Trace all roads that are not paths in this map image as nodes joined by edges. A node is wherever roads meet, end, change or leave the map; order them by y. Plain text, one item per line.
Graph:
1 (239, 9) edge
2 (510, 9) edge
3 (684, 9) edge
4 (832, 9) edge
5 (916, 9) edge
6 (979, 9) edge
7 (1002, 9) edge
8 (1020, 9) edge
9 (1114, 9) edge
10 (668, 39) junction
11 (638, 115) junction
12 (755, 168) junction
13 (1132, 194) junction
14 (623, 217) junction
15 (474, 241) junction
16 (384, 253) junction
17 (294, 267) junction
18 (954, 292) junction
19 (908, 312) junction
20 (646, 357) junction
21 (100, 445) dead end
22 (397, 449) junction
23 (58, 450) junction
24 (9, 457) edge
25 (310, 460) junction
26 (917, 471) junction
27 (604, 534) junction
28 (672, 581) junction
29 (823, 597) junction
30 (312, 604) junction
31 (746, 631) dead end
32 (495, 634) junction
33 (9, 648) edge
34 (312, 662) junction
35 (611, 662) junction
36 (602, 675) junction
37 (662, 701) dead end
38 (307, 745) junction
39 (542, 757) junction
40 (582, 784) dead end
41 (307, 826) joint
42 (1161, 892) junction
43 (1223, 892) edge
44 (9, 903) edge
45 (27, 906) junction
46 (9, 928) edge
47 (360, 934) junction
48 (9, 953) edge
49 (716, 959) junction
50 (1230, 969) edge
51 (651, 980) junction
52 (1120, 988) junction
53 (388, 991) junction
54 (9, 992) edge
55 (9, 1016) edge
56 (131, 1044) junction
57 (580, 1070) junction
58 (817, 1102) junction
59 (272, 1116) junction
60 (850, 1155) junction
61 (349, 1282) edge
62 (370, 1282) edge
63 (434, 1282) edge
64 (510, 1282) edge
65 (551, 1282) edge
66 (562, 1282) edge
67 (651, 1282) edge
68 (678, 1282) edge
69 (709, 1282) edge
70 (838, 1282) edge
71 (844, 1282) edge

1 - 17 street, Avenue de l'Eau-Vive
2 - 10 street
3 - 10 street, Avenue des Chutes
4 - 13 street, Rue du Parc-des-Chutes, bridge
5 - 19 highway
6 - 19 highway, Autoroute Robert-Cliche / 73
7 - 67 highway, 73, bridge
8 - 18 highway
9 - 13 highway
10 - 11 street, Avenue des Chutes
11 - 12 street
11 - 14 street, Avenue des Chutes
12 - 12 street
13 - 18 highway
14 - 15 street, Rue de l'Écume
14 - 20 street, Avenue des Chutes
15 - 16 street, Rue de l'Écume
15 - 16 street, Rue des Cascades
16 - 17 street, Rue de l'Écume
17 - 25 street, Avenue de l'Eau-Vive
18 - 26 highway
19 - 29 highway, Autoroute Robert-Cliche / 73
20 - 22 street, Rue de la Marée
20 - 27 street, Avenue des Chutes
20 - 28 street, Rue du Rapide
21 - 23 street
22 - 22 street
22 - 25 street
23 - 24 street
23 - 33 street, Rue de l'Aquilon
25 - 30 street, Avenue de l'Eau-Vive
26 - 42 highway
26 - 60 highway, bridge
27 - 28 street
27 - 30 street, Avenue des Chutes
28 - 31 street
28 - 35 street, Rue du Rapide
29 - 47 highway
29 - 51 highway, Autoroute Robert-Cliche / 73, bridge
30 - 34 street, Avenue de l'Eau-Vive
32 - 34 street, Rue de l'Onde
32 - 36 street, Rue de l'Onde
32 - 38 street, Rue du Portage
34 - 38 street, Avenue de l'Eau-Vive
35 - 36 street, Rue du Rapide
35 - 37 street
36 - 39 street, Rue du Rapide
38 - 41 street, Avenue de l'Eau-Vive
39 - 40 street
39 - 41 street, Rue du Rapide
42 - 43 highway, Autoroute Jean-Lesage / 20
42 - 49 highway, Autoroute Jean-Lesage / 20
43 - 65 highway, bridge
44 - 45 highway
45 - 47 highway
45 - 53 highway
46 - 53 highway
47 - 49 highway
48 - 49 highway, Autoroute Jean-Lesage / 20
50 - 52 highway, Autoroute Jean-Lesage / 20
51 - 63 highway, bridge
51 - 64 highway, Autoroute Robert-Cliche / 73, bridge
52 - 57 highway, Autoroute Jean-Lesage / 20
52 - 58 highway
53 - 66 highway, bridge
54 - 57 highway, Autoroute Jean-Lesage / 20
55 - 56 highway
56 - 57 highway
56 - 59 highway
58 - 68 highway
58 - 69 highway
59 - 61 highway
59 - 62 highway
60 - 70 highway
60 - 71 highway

◆ ◆ ◆

● What the task requires: The entries shown above must be restated word for word.

● Written reply:
Trace all roads that are not paths in this map image as nodes joined by edges. A node is wherever roads meet, end, change or leave the map; order them by y. Plain text, one item per line.
Graph:
1 (239, 9) edge
2 (510, 9) edge
3 (684, 9) edge
4 (832, 9) edge
5 (916, 9) edge
6 (979, 9) edge
7 (1002, 9) edge
8 (1020, 9) edge
9 (1114, 9) edge
10 (668, 39) junction
11 (638, 115) junction
12 (755, 168) junction
13 (1132, 194) junction
14 (623, 217) junction
15 (474, 241) junction
16 (384, 253) junction
17 (294, 267) junction
18 (954, 292) junction
19 (908, 312) junction
20 (646, 357) junction
21 (100, 445) dead end
22 (397, 449) junction
23 (58, 450) junction
24 (9, 457) edge
25 (310, 460) junction
26 (917, 471) junction
27 (604, 534) junction
28 (672, 581) junction
29 (823, 597) junction
30 (312, 604) junction
31 (746, 631) dead end
32 (495, 634) junction
33 (9, 648) edge
34 (312, 662) junction
35 (611, 662) junction
36 (602, 675) junction
37 (662, 701) dead end
38 (307, 745) junction
39 (542, 757) junction
40 (582, 784) dead end
41 (307, 826) joint
42 (1161, 892) junction
43 (1223, 892) edge
44 (9, 903) edge
45 (27, 906) junction
46 (9, 928) edge
47 (360, 934) junction
48 (9, 953) edge
49 (716, 959) junction
50 (1230, 969) edge
51 (651, 980) junction
52 (1120, 988) junction
53 (388, 991) junction
54 (9, 992) edge
55 (9, 1016) edge
56 (131, 1044) junction
57 (580, 1070) junction
58 (817, 1102) junction
59 (272, 1116) junction
60 (850, 1155) junction
61 (349, 1282) edge
62 (370, 1282) edge
63 (434, 1282) edge
64 (510, 1282) edge
65 (551, 1282) edge
66 (562, 1282) edge
67 (651, 1282) edge
68 (678, 1282) edge
69 (709, 1282) edge
70 (838, 1282) edge
71 (844, 1282) edge

1 - 17 street, Avenue de l'Eau-Vive
2 - 10 street
3 - 10 street, Avenue des Chutes
4 - 13 street, Rue du Parc-des-Chutes, bridge
5 - 19 highway
6 - 19 highway, Autoroute Robert-Cliche / 73
7 - 67 highway, 73, bridge
8 - 18 highway
9 - 13 highway
10 - 11 street, Avenue des Chutes
11 - 12 street
11 - 14 street, Avenue des Chutes
12 - 12 street
13 - 18 highway
14 - 15 street, Rue de l'Écume
14 - 20 street, Avenue des Chutes
15 - 16 street, Rue de l'Écume
15 - 16 street, Rue des Cascades
16 - 17 street, Rue de l'Écume
17 - 25 street, Avenue de l'Eau-Vive
18 - 26 highway
19 - 29 highway, Autoroute Robert-Cliche / 73
20 - 22 street, Rue de la Marée
20 - 27 street, Avenue des Chutes
20 - 28 street, Rue du Rapide
21 - 23 street
22 - 22 street
22 - 25 street
23 - 24 street
23 - 33 street, Rue de l'Aquilon
25 - 30 street, Avenue de l'Eau-Vive
26 - 42 highway
26 - 60 highway, bridge
27 - 28 street
27 - 30 street, Avenue des Chutes
28 - 31 street
28 - 35 street, Rue du Rapide
29 - 47 highway
29 - 51 highway, Autoroute Robert-Cliche / 73, bridge
30 - 34 street, Avenue de l'Eau-Vive
32 - 34 street, Rue de l'Onde
32 - 36 street, Rue de l'Onde
32 - 38 street, Rue du Portage
34 - 38 street, Avenue de l'Eau-Vive
35 - 36 street, Rue du Rapide
35 - 37 street
36 - 39 street, Rue du Rapide
38 - 41 street, Avenue de l'Eau-Vive
39 - 40 street
39 - 41 street, Rue du Rapide
42 - 43 highway, Autoroute Jean-Lesage / 20
42 - 49 highway, Autoroute Jean-Lesage / 20
43 - 65 highway, bridge
44 - 45 highway
45 - 47 highway
45 - 53 highway
46 - 53 highway
47 - 49 highway
48 - 49 highway, Autoroute Jean-Lesage / 20
50 - 52 highway, Autoroute Jean-Lesage / 20
51 - 63 highway, bridge
51 - 64 highway, Autoroute Robert-Cliche / 73, bridge
52 - 57 highway, Autoroute Jean-Lesage / 20
52 - 58 highway
53 - 66 highway, bridge
54 - 57 highway, Autoroute Jean-Lesage / 20
55 - 56 highway
56 - 57 highway
56 - 59 highway
58 - 68 highway
58 - 69 highway
59 - 61 highway
59 - 62 highway
60 - 70 highway
60 - 71 highway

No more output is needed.